ABOUT THIS TASK:
Find the lines holding the string "button" in the data, then copy all of them.

* * *

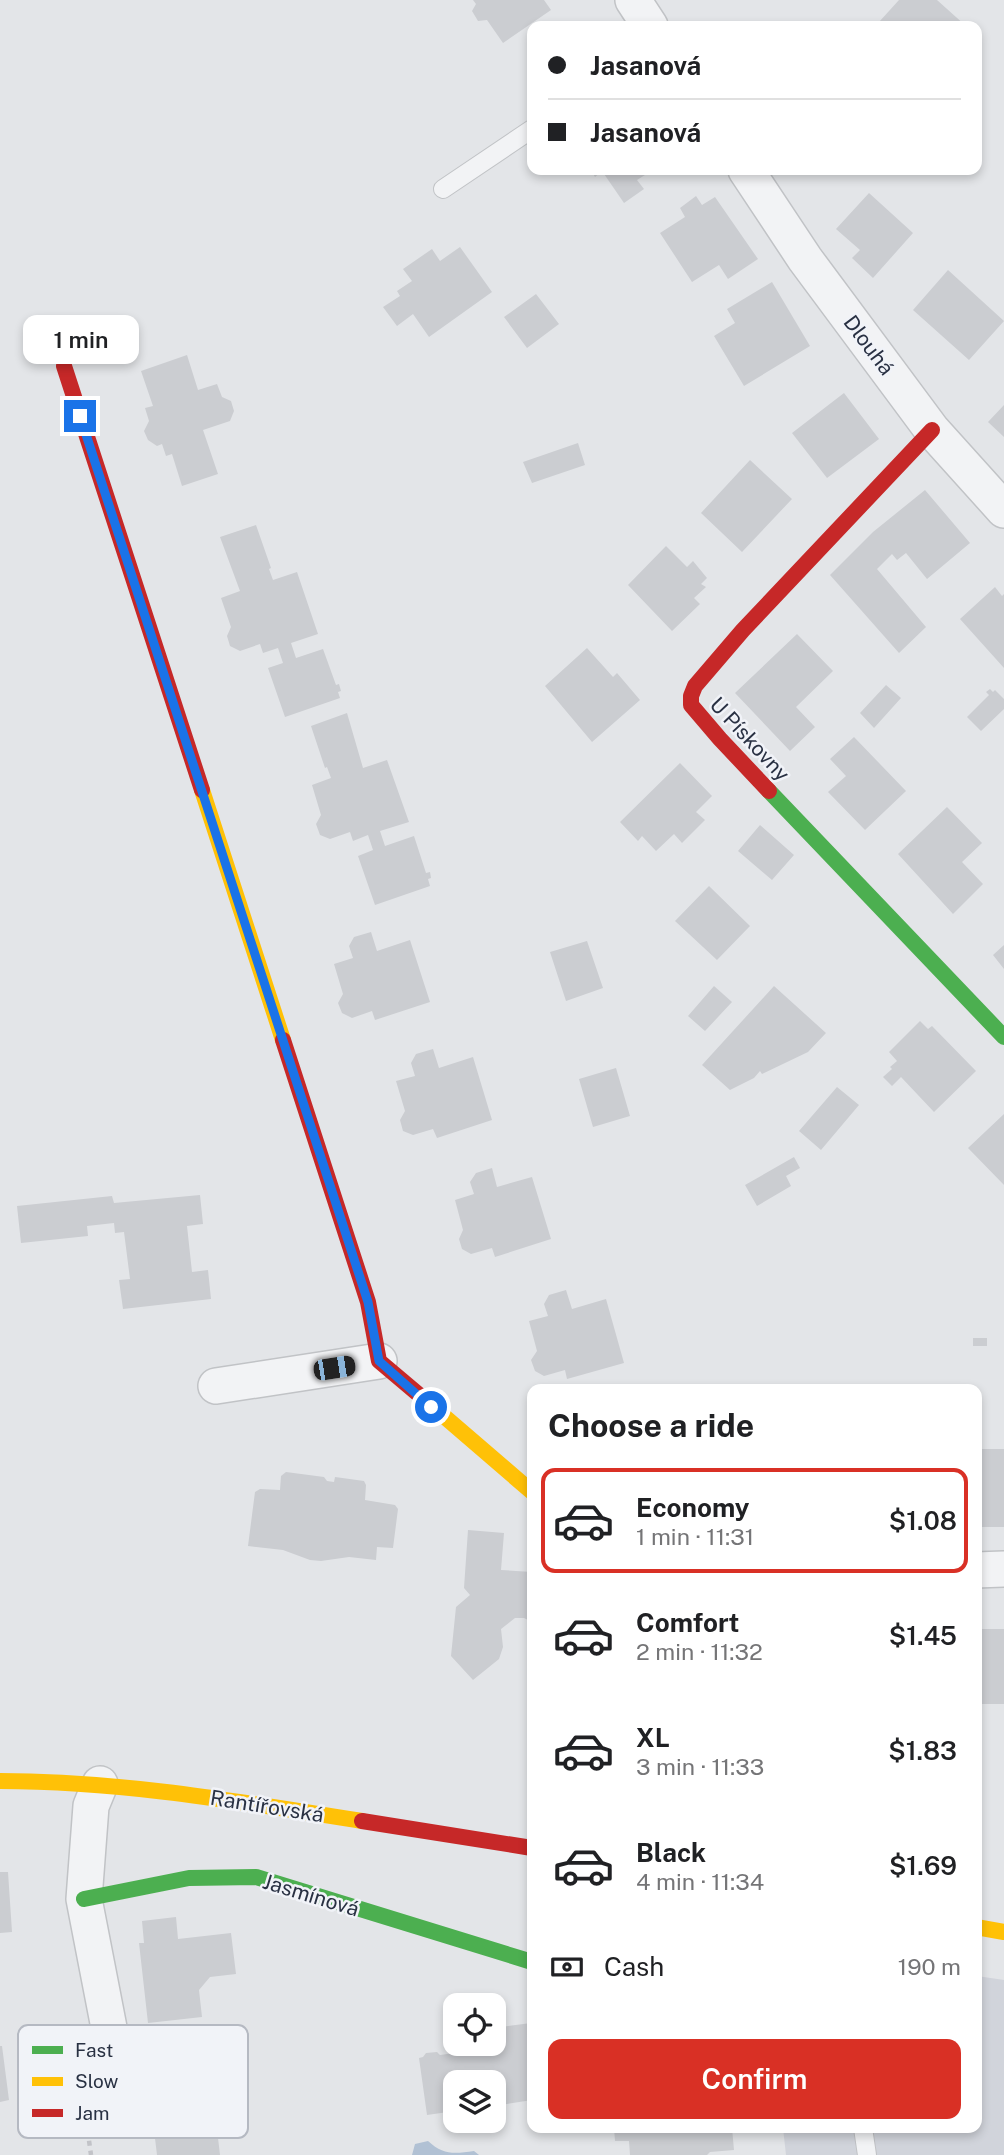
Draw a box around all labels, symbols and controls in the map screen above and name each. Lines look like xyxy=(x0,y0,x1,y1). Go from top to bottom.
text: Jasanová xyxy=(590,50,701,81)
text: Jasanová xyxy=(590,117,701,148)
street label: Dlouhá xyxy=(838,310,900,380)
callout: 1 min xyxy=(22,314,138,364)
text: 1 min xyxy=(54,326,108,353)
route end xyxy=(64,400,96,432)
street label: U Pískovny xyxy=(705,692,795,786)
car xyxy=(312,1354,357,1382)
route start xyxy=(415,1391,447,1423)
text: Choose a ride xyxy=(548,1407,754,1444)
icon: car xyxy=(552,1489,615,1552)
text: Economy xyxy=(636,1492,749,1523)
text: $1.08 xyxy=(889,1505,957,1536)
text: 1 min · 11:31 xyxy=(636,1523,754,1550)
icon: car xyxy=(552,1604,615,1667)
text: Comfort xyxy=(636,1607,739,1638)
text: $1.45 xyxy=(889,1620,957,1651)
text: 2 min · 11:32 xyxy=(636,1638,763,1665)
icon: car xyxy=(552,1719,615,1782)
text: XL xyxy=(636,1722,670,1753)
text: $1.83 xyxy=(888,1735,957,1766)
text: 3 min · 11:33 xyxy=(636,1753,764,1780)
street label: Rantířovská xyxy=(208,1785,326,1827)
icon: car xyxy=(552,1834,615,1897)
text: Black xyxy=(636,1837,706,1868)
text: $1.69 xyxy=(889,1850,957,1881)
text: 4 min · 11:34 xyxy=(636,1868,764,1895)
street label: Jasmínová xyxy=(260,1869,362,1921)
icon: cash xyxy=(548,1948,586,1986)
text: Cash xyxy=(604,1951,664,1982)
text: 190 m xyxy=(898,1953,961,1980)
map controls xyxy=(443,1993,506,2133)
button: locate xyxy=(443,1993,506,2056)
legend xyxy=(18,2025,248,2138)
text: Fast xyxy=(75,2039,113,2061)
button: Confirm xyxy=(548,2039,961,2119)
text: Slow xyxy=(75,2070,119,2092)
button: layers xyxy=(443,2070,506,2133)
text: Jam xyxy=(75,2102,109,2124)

* * *

ANSWER:
button: locate xyxy=(443,1993,506,2056)
button: Confirm xyxy=(548,2039,961,2119)
button: layers xyxy=(443,2070,506,2133)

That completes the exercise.